If management concludes that the entity is discontinued, the financial statements should not be prepared on a going concern basis; in this case, IAS 1 requires a certain amount of information to be disclosed. [IAS 1.25] IAS 1 recognizes that, in extremely rare circumstances, management may conclude that compliance with an IFRS requirement would be so misleading as to be contrary to the objective of the financial statements set out in the conceptual framework. In such a case, an entity is required to depart from IFRS and to disclose in detail the nature, reasons and effects of the withdrawal. [IAS 1.19-21] The items to be included in the balance sheet are as follows: [IAS 1.54] The notes are presented systematically and reference is made from the front of the financial statements to the relevant notes. [IAS 1.113] Simply put, you need to provide the necessary information in the financial statements, as it is necessary information. But what makes them so important for accurate information to be mandatory? Much depends on the difference between private and public companies. While private companies are not required by law to disclose details of their finances and operations, public companies are required to disclose various types of information about their financial condition, business activities and results, executive compensation, and more. This information provides key internal and external stakeholders with accurate and up-to-date information on the financial operations of listed companies.

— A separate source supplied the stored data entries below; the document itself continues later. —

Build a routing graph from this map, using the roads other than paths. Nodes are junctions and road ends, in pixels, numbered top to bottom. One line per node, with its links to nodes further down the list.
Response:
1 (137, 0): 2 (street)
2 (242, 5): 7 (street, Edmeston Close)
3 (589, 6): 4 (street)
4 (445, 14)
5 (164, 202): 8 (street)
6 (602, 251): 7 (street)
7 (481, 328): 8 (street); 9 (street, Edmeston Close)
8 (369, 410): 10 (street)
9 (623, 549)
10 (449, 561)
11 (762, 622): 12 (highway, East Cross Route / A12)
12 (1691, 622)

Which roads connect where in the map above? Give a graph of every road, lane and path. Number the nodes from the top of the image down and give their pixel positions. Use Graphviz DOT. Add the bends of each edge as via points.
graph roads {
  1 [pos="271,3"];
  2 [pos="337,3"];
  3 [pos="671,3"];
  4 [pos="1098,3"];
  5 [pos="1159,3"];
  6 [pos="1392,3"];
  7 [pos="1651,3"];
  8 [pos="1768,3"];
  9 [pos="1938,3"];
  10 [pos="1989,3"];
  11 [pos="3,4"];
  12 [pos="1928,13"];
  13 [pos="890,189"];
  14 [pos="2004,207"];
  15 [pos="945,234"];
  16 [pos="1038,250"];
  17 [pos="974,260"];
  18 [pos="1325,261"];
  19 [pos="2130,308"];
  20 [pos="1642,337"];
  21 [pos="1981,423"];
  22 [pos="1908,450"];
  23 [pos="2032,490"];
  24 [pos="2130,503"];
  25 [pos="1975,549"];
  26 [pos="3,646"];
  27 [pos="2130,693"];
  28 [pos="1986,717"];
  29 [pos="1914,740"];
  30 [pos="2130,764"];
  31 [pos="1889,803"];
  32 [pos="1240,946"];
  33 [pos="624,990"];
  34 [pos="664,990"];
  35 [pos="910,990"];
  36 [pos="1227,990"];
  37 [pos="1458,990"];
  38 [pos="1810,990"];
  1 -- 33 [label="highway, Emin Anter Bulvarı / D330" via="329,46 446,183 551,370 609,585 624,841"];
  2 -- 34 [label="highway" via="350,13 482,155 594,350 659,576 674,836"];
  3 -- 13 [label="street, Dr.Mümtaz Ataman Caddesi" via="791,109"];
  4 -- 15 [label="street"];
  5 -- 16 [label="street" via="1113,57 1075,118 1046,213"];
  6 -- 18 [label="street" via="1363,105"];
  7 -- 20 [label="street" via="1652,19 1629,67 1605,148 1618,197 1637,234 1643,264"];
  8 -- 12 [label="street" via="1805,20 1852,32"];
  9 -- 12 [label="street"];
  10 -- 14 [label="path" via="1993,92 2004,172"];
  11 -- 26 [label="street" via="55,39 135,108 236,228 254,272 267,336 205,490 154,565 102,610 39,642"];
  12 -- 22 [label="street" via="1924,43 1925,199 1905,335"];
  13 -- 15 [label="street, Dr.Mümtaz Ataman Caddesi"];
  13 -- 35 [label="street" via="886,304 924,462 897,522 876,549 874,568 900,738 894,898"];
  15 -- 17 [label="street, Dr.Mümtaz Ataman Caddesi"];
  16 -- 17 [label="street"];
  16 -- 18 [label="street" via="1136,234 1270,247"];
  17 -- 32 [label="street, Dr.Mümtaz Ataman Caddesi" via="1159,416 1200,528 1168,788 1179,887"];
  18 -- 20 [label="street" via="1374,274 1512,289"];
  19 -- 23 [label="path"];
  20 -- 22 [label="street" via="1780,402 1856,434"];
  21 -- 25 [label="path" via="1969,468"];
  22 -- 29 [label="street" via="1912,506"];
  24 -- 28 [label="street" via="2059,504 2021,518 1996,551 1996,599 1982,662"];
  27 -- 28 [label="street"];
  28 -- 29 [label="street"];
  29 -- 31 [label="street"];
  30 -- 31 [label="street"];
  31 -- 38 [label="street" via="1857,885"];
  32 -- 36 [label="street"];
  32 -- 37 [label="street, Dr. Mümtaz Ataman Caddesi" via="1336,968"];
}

In general, disclosure management for small businesses is less intensive than disclosure requirements for corporations and large corporations. For large companies, this crucial information is especially important for lenders and investors. Inappropriate accounting policies shall not be corrected by information on the accounting policies applied, disclosures in notes or explanatory documents. [IAS 1.18] The purpose of general financial statements is to provide information about an entity`s financial position and results of operations that are useful to a wide range of users in making economic decisions. To achieve this objective, the financial statements contain information on: [IAS 1.9] reports presented outside the financial statements, including management financial statements, environmental reports and statements of value added, are outside the scope of IFRS. [IAS 1.14] A company provides information about its capital management objectives, policies and processes. [IAS 1.134] To address this, the disclosures include: [IAS 1.135] Our 2020 Condensed Interim Explanatory Information (PDF 2.5 MB) contains a description of the change in accounting policies for companies whose hedges are directly affected by the benchmark interest rate reform (IBOR reform). IAS 1 does not prescribe the balance sheet format. Assets can be represented in the short term, then in the long term or vice versa, and liabilities and equity can be presented in the current term, then in the long term, then in equity or vice versa. A presentation of net assets (assets minus liabilities) is permitted. The long-term funding approach used in the UK and elsewhere – fixed assets + current assets – current liabilities = long-term debt plus equity – is also acceptable. A complete set of financial statements includes: [IAS 1.10] General purpose financial statements are those intended for users who are unable to require financial statements tailored to their particular information needs.

[IAS 1.7] Here it should be noted that these forms are valid only for the United States. For companies that operate globally, you should review the mandatory disclosure requirements of these sites. For example, Canada and the EU have each set their own standards that require compliance. The presentation and classification of items in the financial statements should be maintained from period to period, unless a change is justified by a change in circumstances or by the requirement of a new IFRS. [IAS 1.45] The comprehensive revision of IAS 1 in 2007 introduced new terminology. As a result, amendments were made to all other existing IFRSs at that time and the new terminology was used in subsequent IFRSs, including amendments. IAS 1.8 states: “Although this Standard uses the terms `other comprehensive income`, `net income` and `comprehensive income`, an entity may use other terms to describe totals as long as their meaning is clear.